_PROBLEM TO SOLVE_
Look through the entries below for the string "Calista", and copy each line where it is found.

_MATERIAL FOR THIS EXERCISE_
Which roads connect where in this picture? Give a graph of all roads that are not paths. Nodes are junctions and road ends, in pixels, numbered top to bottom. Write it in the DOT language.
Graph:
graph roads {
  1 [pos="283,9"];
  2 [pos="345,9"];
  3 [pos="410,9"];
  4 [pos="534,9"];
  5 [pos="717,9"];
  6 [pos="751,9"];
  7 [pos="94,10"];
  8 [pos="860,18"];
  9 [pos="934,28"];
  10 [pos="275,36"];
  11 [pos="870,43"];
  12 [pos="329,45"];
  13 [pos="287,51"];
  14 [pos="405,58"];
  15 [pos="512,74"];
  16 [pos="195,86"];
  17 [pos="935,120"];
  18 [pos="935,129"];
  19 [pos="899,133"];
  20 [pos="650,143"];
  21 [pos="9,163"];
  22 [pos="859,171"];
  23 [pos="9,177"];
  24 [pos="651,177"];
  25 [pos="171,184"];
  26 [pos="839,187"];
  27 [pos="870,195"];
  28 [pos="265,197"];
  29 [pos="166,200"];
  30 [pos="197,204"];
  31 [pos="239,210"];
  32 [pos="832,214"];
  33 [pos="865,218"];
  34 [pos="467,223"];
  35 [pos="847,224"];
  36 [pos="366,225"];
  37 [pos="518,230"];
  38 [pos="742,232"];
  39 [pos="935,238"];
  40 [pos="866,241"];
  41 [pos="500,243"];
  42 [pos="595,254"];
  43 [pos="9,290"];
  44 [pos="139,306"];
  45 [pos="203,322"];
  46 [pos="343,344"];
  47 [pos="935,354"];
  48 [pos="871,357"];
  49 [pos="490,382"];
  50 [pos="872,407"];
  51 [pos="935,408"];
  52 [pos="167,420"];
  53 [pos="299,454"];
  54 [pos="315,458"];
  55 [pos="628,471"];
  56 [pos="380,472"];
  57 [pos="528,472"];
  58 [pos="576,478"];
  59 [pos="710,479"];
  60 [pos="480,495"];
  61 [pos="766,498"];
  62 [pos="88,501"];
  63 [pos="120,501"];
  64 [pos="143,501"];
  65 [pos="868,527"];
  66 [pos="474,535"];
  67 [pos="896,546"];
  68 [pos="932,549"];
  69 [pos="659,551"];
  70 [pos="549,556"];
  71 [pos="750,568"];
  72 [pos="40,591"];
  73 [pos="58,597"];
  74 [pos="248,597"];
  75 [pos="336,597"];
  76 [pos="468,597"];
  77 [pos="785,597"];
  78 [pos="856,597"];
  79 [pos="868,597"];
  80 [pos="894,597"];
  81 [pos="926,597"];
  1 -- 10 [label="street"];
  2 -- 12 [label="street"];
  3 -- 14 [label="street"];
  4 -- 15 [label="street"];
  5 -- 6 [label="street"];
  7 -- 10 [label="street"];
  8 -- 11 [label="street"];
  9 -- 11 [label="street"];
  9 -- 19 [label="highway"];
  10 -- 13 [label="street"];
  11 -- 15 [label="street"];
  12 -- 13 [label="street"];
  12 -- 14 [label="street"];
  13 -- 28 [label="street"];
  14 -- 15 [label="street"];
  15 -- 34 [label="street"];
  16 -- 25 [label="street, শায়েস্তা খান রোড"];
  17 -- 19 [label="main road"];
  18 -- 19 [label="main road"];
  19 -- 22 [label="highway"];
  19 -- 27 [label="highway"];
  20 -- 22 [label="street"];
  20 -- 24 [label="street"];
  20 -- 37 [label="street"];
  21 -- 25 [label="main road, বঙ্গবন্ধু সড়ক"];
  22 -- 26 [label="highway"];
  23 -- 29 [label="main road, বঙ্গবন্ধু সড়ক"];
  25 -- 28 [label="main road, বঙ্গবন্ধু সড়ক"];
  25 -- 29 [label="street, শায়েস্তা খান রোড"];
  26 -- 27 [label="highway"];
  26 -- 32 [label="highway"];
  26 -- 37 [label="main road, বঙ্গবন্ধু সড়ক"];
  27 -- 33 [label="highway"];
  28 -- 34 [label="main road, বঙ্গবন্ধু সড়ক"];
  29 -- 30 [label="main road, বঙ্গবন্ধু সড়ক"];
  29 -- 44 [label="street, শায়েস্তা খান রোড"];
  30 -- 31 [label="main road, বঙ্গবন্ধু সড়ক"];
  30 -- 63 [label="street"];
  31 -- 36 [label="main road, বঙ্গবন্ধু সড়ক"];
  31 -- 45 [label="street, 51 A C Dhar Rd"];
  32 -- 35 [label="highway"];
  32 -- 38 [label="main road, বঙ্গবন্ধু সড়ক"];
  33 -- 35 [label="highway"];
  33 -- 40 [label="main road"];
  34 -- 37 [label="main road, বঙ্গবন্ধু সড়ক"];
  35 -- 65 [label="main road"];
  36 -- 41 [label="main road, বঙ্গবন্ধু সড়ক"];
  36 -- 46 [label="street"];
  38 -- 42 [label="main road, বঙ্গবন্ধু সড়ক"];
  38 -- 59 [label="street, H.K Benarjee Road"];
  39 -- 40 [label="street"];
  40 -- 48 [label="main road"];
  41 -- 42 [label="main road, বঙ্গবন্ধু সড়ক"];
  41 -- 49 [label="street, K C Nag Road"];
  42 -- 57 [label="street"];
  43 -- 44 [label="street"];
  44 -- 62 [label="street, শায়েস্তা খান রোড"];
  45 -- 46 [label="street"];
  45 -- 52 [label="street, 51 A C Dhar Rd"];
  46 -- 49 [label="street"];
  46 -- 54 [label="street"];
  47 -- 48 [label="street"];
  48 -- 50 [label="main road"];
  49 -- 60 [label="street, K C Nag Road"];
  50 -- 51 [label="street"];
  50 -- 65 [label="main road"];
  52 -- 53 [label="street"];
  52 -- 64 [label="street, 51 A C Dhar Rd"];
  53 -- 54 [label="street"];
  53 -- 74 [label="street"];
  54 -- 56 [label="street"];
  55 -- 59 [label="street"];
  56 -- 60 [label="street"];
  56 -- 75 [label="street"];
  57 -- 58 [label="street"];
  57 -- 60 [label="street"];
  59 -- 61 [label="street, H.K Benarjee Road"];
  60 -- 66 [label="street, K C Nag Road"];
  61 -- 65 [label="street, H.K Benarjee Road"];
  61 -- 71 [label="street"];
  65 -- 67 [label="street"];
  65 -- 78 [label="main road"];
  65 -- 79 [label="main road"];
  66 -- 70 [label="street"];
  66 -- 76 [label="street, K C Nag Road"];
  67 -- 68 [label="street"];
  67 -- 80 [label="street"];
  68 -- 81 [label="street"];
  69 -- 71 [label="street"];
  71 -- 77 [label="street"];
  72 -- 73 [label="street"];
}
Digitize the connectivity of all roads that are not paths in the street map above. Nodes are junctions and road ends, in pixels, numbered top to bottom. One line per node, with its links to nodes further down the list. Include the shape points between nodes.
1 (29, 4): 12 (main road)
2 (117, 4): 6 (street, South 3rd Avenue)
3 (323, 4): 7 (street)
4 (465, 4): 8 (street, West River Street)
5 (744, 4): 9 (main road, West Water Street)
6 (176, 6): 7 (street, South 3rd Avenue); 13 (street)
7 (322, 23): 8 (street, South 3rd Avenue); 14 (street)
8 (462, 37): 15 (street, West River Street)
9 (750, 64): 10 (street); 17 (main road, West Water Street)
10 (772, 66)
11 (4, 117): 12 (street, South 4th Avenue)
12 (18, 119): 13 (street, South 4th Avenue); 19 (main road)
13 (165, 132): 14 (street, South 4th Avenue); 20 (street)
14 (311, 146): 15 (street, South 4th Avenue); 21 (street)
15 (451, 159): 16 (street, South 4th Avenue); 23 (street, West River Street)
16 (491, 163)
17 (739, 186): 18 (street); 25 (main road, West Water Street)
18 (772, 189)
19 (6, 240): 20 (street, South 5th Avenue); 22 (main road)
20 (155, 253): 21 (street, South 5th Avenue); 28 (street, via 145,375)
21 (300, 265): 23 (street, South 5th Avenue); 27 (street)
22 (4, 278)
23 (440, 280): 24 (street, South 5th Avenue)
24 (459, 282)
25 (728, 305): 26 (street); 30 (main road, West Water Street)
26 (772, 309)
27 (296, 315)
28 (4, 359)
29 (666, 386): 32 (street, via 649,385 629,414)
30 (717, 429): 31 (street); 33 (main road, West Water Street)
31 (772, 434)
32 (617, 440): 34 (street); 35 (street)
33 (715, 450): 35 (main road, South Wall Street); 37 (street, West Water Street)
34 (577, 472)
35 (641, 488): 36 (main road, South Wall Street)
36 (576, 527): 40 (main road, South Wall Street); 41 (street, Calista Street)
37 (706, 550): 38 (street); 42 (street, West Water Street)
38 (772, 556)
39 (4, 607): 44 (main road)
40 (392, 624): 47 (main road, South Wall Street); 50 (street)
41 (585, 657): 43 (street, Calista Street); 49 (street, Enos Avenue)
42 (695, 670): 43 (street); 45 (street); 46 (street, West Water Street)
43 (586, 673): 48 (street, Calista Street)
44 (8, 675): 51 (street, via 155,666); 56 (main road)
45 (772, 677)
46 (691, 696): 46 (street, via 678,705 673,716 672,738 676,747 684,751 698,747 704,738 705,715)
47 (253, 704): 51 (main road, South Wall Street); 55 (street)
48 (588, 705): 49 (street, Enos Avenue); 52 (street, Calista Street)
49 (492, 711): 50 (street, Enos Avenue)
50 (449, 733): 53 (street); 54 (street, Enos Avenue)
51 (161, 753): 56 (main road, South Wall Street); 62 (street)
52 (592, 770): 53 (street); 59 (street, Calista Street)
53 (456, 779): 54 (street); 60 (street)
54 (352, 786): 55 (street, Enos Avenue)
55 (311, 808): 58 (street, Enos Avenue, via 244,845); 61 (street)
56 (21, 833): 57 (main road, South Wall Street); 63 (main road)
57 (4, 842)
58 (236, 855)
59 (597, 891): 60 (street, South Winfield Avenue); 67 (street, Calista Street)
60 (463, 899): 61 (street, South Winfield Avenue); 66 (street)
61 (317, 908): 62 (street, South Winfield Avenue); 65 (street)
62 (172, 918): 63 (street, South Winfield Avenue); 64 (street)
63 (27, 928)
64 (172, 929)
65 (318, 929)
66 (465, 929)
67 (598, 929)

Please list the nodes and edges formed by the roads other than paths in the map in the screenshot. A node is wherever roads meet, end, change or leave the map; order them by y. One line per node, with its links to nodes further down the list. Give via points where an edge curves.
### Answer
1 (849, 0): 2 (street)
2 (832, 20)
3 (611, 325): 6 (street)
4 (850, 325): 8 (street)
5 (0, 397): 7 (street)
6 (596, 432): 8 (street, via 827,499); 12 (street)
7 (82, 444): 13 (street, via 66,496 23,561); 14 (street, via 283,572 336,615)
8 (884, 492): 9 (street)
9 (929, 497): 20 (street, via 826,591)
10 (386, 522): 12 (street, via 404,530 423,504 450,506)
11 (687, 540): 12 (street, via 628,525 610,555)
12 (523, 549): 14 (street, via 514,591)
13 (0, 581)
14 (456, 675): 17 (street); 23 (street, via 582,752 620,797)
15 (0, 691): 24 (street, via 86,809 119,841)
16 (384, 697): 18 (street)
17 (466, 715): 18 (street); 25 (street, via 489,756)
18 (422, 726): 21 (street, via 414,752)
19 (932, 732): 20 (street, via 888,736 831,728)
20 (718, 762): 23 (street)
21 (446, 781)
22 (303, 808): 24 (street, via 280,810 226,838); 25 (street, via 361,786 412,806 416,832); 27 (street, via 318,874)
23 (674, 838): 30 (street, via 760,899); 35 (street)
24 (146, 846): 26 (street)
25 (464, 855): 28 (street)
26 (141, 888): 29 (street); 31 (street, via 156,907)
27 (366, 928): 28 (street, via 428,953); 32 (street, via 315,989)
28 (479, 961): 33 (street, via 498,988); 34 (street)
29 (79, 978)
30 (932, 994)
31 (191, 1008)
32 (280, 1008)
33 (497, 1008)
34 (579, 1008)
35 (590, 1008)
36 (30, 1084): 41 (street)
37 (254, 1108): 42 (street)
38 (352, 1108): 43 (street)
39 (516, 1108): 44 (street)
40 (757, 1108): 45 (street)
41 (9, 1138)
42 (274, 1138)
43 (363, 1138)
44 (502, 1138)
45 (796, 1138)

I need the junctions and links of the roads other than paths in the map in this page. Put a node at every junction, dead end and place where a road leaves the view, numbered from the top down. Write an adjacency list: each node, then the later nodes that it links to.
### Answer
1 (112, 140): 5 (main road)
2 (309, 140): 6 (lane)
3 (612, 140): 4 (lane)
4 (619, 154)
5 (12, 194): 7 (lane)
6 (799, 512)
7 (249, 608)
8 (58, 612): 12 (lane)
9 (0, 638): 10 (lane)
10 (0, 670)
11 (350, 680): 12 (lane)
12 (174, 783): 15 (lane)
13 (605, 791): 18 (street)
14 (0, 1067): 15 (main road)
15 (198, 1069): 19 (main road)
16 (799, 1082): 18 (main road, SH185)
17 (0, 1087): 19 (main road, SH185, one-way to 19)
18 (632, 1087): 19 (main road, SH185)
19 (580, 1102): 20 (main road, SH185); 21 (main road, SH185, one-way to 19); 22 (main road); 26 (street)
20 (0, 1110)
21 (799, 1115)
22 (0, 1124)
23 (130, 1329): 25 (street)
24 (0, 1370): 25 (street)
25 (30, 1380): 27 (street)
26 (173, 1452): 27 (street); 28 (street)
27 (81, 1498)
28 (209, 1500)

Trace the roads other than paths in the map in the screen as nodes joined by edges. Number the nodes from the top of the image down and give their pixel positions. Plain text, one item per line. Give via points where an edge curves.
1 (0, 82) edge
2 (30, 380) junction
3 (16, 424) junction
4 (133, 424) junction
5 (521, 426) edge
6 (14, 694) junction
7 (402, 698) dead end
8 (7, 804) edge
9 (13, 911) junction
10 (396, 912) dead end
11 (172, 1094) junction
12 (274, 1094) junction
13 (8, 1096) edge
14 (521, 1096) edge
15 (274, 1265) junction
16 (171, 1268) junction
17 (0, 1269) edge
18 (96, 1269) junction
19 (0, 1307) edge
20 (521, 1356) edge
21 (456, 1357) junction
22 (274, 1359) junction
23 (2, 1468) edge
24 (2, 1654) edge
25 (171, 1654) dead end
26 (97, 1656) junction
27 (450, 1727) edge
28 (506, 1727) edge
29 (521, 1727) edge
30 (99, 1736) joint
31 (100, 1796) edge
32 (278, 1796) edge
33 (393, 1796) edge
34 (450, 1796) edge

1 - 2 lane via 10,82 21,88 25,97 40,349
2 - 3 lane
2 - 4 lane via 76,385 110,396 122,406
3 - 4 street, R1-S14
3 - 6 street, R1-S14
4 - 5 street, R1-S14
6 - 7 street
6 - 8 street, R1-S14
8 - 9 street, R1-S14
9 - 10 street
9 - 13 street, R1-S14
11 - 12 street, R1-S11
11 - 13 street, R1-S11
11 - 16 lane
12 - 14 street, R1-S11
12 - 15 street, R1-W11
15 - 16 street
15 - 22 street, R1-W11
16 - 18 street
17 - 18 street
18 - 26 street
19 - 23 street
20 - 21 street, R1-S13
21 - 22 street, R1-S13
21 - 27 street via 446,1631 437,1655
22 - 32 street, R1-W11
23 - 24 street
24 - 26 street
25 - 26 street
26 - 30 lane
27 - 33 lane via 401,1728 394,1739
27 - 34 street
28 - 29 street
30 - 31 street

_WRITTEN SOLUTION_
36 (576, 527): 40 (main road, South Wall Street); 41 (street, Calista Street)
41 (585, 657): 43 (street, Calista Street); 49 (street, Enos Avenue)
43 (586, 673): 48 (street, Calista Street)
48 (588, 705): 49 (street, Enos Avenue); 52 (street, Calista Street)
52 (592, 770): 53 (street); 59 (street, Calista Street)
59 (597, 891): 60 (street, South Winfield Avenue); 67 (street, Calista Street)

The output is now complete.